A normal person would still be wondering who the hell the prostitute was, the one referred to in the first sentence. (I myself suspect that it was a bitch — a lady dog.) I hope that Mr Newton is still around, so that his daughter can re-establish some sort of connection before mortality makes that impossible. After all, it’s not our fault that we’re boomers.

§ Tierce. Like the Terry Schiavo case a few years ago, Ms Enlargo’s life support presents issues so unknown to traditional philosophy that even the analogies are thin reeds. Conservatives and religious leaders don’t appear to be capable of absorbing the idea that the car-crash victim is never going to regain consciousness. That is, they argue that it doesn’t matter; so long as Ms Enlargo can be kept alive, we must keep her alive. And they incorrectly call “letting her die” euthanasia. More progressive mentalities understand that technology has made it possible to preserve Ms Enlargo’s body in a zombie-like state.

§ Sext.

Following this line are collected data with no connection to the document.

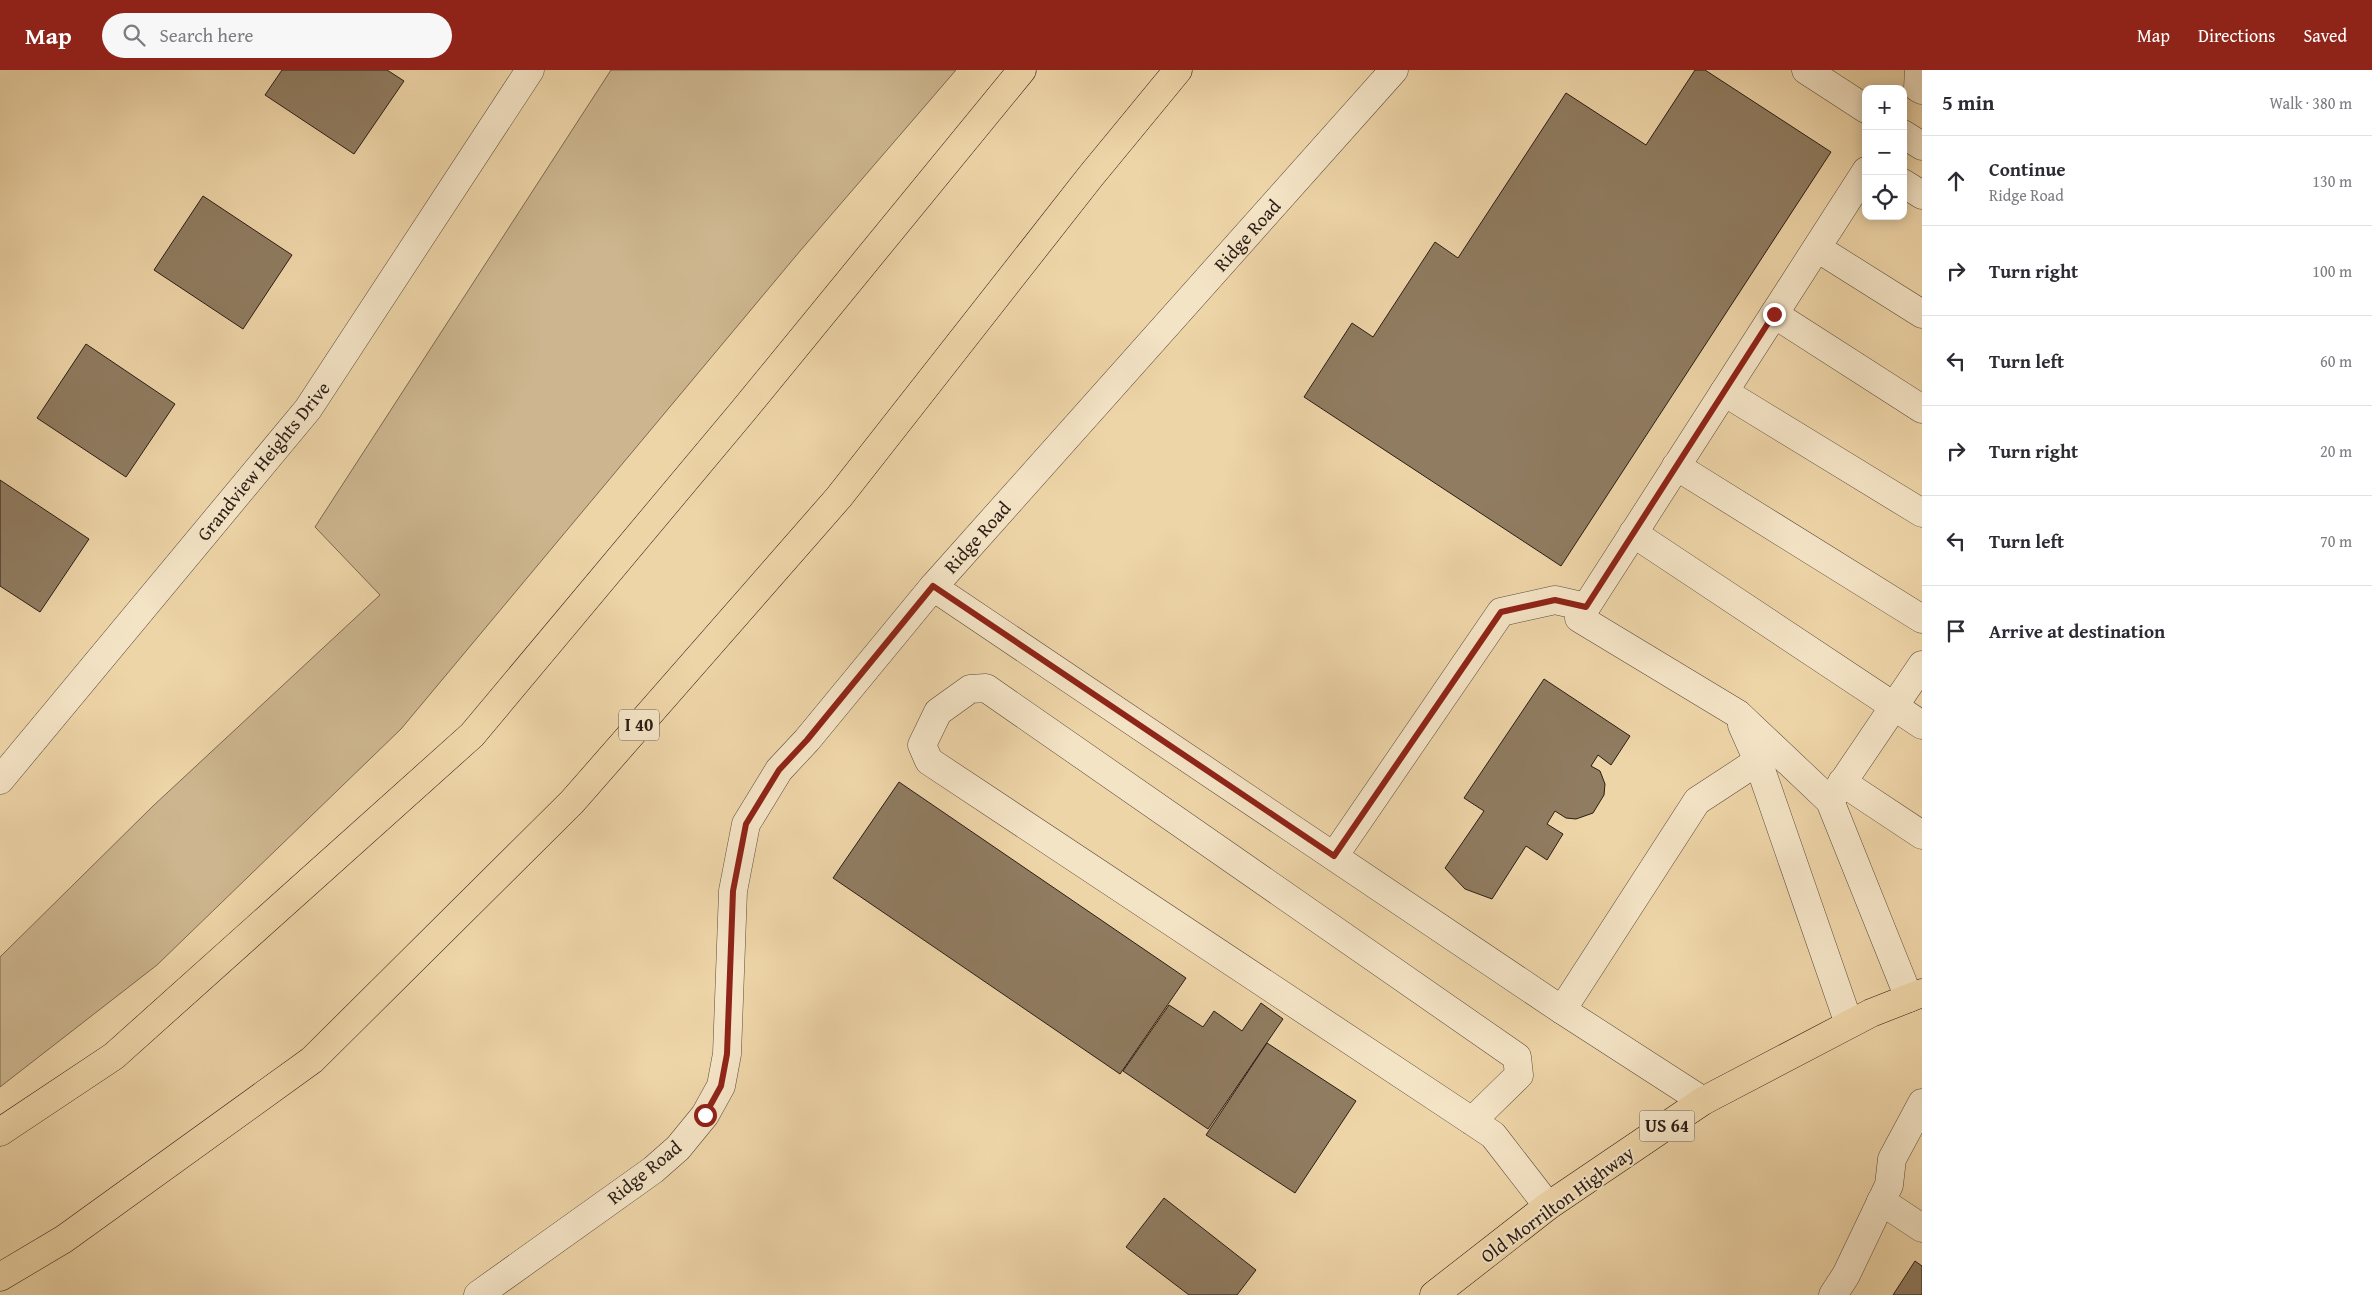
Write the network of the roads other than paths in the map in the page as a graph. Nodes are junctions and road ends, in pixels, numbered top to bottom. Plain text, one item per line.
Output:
1 (530, 70) edge
2 (1022, 70) edge
3 (1178, 70) edge
4 (1191, 70) edge
5 (1394, 70) edge
6 (1806, 70) edge
7 (1918, 70) edge
8 (1922, 90) edge
9 (1862, 106) edge
10 (1907, 137) edge
11 (1922, 146) edge
12 (1863, 175) edge
13 (1090, 177) junction
14 (1907, 186) edge
15 (1922, 195) edge
16 (1817, 248) junction
17 (1774, 314) junction
18 (1922, 314) edge
19 (1724, 392) junction
20 (1922, 409) edge
21 (1676, 466) junction
22 (1922, 514) edge
23 (1633, 533) junction
24 (933, 586) junction
25 (1586, 607) junction
26 (1922, 619) edge
27 (1922, 665) edge
28 (1895, 706) junction
29 (1738, 714) junction
30 (1922, 725) edge
31 (1758, 761) junction
32 (0, 780) edge
33 (1836, 792) junction
34 (1922, 835) edge
35 (1334, 856) junction
36 (1915, 995) edge
37 (1562, 1010) junction
38 (1849, 1024) junction
39 (1704, 1101) junction
40 (1922, 1103) edge
41 (1472, 1121) junction
42 (0, 1132) edge
43 (1881, 1201) junction
44 (1548, 1206) junction
45 (1922, 1228) edge
46 (0, 1277) edge
47 (478, 1295) edge
48 (1434, 1295) edge
49 (1833, 1295) edge

1 - 32 street, Grandview Heights Drive
2 - 42 main road
3 - 13 main road, I 40
4 - 13 main road
5 - 24 street, Ridge Road
6 - 9 street
7 - 8 street
10 - 11 street
12 - 16 street
13 - 46 main road, I 40
14 - 15 street
16 - 17 street
16 - 18 street
17 - 19 street
17 - 20 street
19 - 21 street
19 - 22 street
21 - 23 street
21 - 26 street
23 - 25 street
23 - 28 street
24 - 35 street
24 - 47 street, Ridge Road
25 - 29 street
25 - 35 street
27 - 28 street
28 - 30 street
28 - 33 street
29 - 31 street
29 - 33 street
31 - 37 street
31 - 38 street
33 - 34 street
33 - 36 street
35 - 37 street
36 - 38 main road, Old Morrilton Highway / US 64
37 - 39 street
38 - 39 main road, Old Morrilton Highway / US 64
39 - 44 main road, Old Morrilton Highway / US 64
40 - 43 street
41 - 41 street
41 - 44 street
43 - 45 street
43 - 49 street
44 - 48 main road, Old Morrilton Highway / US 64

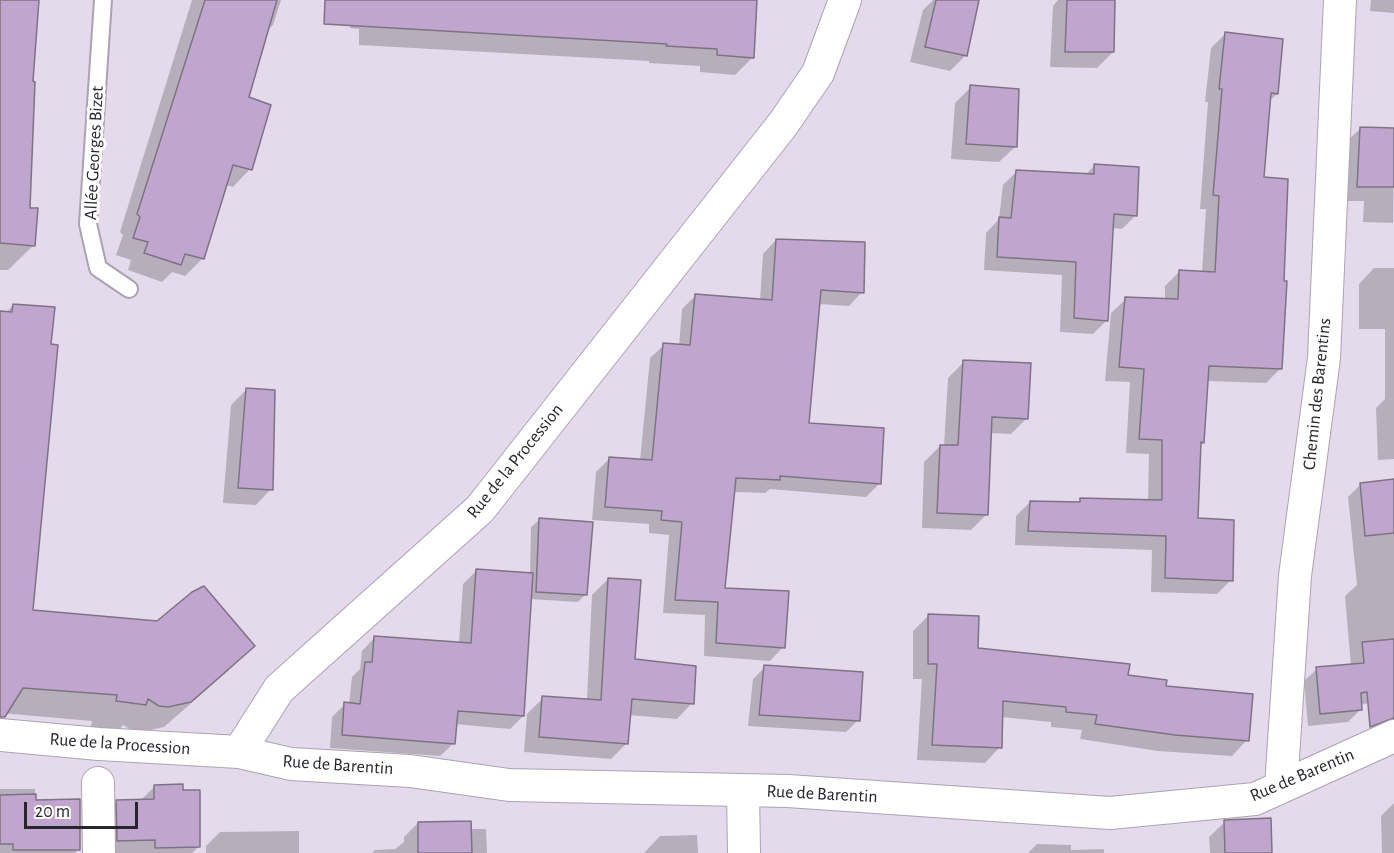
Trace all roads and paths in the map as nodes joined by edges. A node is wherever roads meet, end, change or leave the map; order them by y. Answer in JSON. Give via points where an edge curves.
{"nodes":[{"id":1,"x":103,"y":0,"type":"edge"},
{"id":2,"x":845,"y":0,"type":"edge"},
{"id":3,"x":1340,"y":0,"type":"edge"},
{"id":4,"x":129,"y":289,"type":"dead end"},
{"id":5,"x":0,"y":735,"type":"edge"},
{"id":6,"x":1394,"y":736,"type":"edge"},
{"id":7,"x":239,"y":752,"type":"junction"},
{"id":8,"x":98,"y":783,"type":"dead end"},
{"id":9,"x":1281,"y":787,"type":"junction"},
{"id":10,"x":743,"y":791,"type":"junction"},
{"id":11,"x":99,"y":853,"type":"edge"},
{"id":12,"x":744,"y":853,"type":"edge"}],
"edges":[{"from":1,"to":4,"type":"lane","name":"Allée Georges Bizet","via":[[88,224],[98,268]]},
{"from":2,"to":7,"type":"street","name":"Rue de la Procession","via":[[818,73],[783,124],[480,509],[279,689]]},
{"from":3,"to":9,"type":"street","name":"Chemin des Barentins","via":[[1324,358],[1295,576]]},
{"from":5,"to":7,"type":"street","name":"Rue de la Procession"},
{"from":6,"to":9,"type":"street","name":"Rue de Barentin"},
{"from":7,"to":10,"type":"street","name":"Rue de Barentin","via":[[291,764],[410,771],[508,785]]},
{"from":8,"to":11,"type":"street"},
{"from":9,"to":10,"type":"street","name":"Rue de Barentin","via":[[1256,799],[1110,813]]},
{"from":10,"to":12,"type":"street"}]}
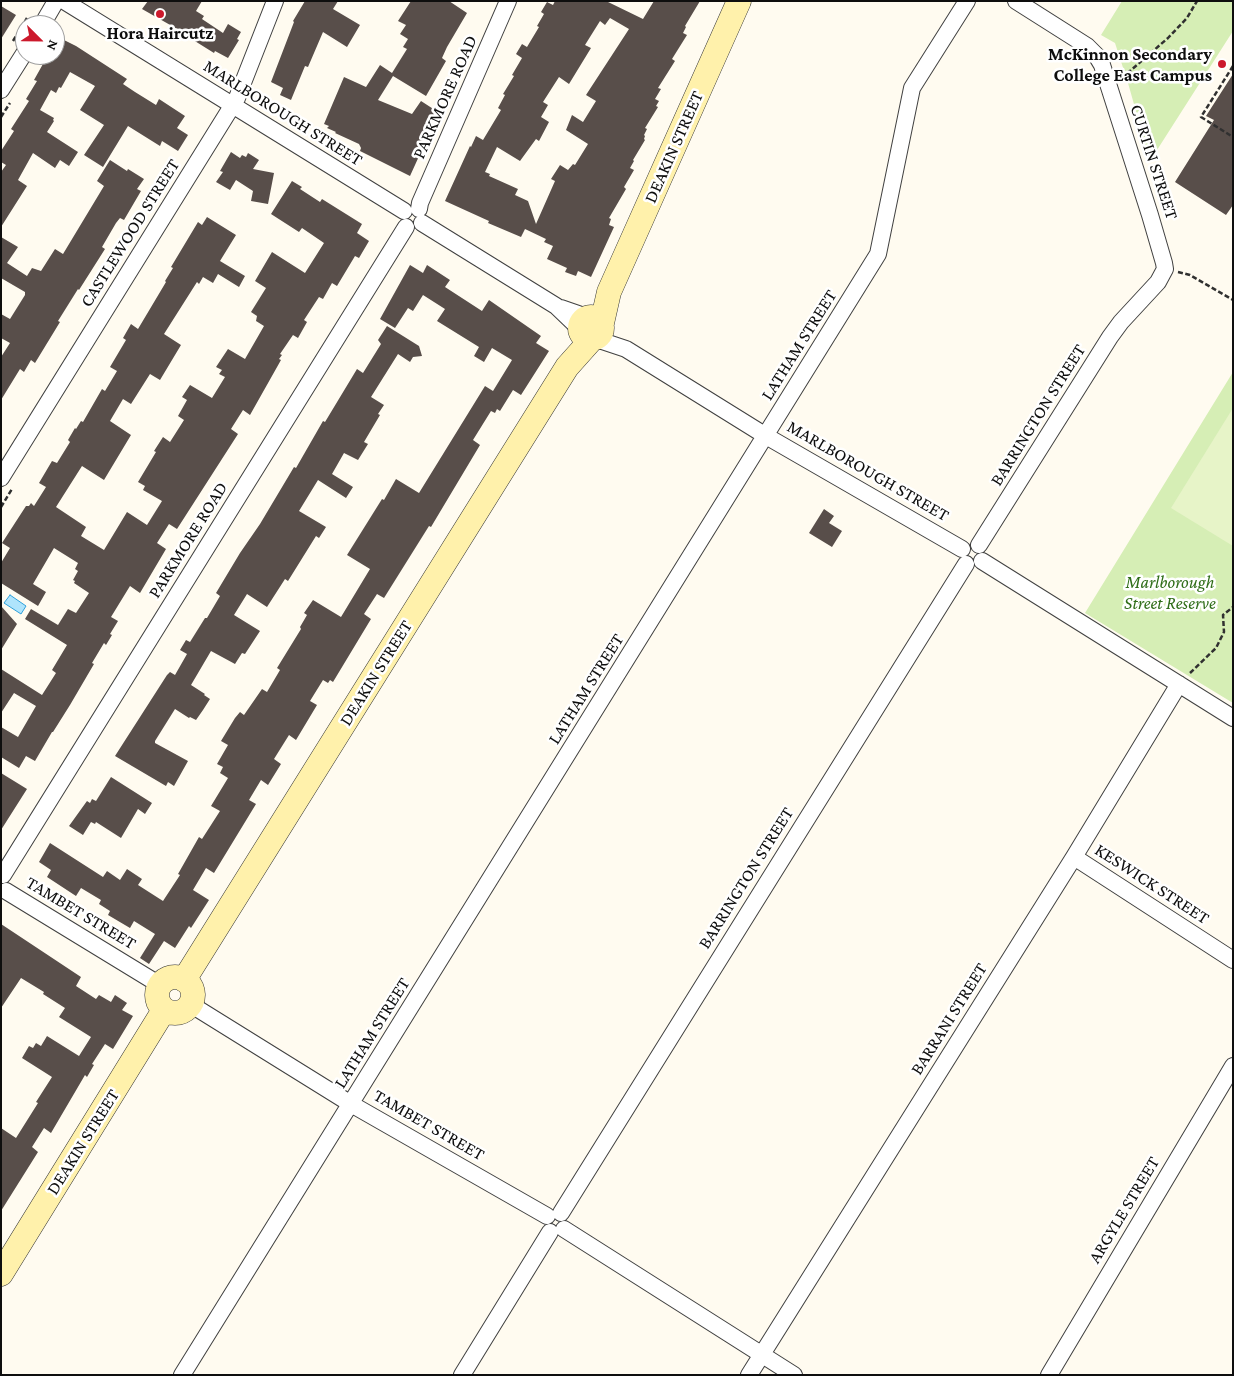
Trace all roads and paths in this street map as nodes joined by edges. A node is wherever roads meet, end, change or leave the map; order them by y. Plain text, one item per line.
1 (56, 1) edge
2 (64, 1) edge
3 (275, 1) edge
4 (508, 1) edge
5 (739, 1) edge
6 (967, 1) edge
7 (1016, 1) edge
8 (1197, 1) edge
9 (41, 15) edge
10 (15, 55) edge
11 (1233, 66) edge
12 (1107, 81) junction
13 (1, 90) edge
14 (233, 106) junction
15 (1233, 137) edge
16 (413, 217) junction
17 (1165, 269) junction
18 (1233, 300) edge
19 (591, 328) junction
20 (766, 436) junction
21 (1, 478) edge
22 (979, 545) junction
23 (964, 557) junction
24 (982, 561) junction
25 (1233, 607) edge
26 (1179, 684) junction
27 (1233, 718) edge
28 (1074, 857) junction
29 (2, 875) edge
30 (4, 894) edge
31 (1233, 960) edge
32 (184, 980) junction
33 (160, 985) junction
34 (190, 1004) junction
35 (164, 1010) junction
36 (1233, 1066) edge
37 (351, 1104) junction
38 (556, 1223) junction
39 (1, 1274) edge
40 (761, 1355) junction
41 (182, 1375) edge
42 (462, 1375) edge
43 (749, 1375) edge
44 (794, 1375) edge
45 (1050, 1375) edge

1 - 9 street
2 - 14 street, MARLBOROUGH STREET
3 - 14 street, CASTLEWOOD STREET
4 - 16 street, PARKMORE ROAD
5 - 19 street, DEAKIN STREET
6 - 20 street, LATHAM STREET
7 - 12 street, CURTIN STREET
8 - 12 path
10 - 13 street
11 - 15 path
12 - 17 street, CURTIN STREET
14 - 16 street, MARLBOROUGH STREET
14 - 21 street, CASTLEWOOD STREET
16 - 19 street, MARLBOROUGH STREET
16 - 29 street, PARKMORE ROAD
17 - 18 path
17 - 22 street, BARRINGTON STREET
19 - 20 street, MARLBOROUGH STREET
19 - 32 street, DEAKIN STREET
20 - 23 street, MARLBOROUGH STREET
20 - 37 street, LATHAM STREET
22 - 23 street
22 - 24 street
23 - 24 street
23 - 38 street, BARRINGTON STREET
24 - 26 street
25 - 26 path
26 - 27 street
26 - 28 street, BARRANI STREET
28 - 31 street, KESWICK STREET
28 - 40 street, BARRANI STREET
29 - 30 street
30 - 33 street, TAMBET STREET
32 - 33 street
32 - 34 street
33 - 35 street
34 - 35 street
34 - 37 street, TAMBET STREET
35 - 39 street, DEAKIN STREET
36 - 45 street, ARGYLE STREET
37 - 38 street, TAMBET STREET
37 - 41 street, LATHAM STREET
38 - 40 street, TAMBET STREET
38 - 42 street, BARRINGTON STREET
40 - 43 street, BARRANI STREET
40 - 44 street, TAMBET STREET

Even if his voice is rather higher than I expected, I still regard Mr Surowiecki as one of the top economic diagnosticians. (The segment begins at 8:25.)

§ Nones. The job may be gross beyond belief, but Rewa Ram’s dignity is what’s truly untouchable about him.

I asked Rewa Ram, still breathless and covered with the sewage from the drain: “How do you feel about having to do this work?”

With folded arms, he replied: “I am not educated, I come from a very poor family of untouchables. What else can I expect?

“At least I have a government job and I am able to feed my children. I get into this hell everyday but then this is my job.

“I live smelling death, but it is fine.”

§ Vespers. Friends took us to Kate Mantilini once, and I thought it was great. Reading the scene that Maria Semple sets there made me halfway ashamed of myself.

This brings me to something so funny about getting a book published. You’re there writing your book in a bubble, trying to make it true and compelling and have internal logic, etc. I didn’t have an agent, didn’t have a publisher. It almost didn’t occur to me that anyone would read it. I just worked really hard and loved doing the work. Then the book comes out and it’s all “Wow, you’ve taken a bunch of hateful people and made them sympathetic.” Really? Because I had no idea. All I can say is, thank God I didn’t set out to do that, or I’d never have been able to pull it off.

§ Compline. Let’s talk about the Scriptural support for the existence of Purgatory. It won’t take long, because there isn’t any — not a shred. (The Church knows better, of course.)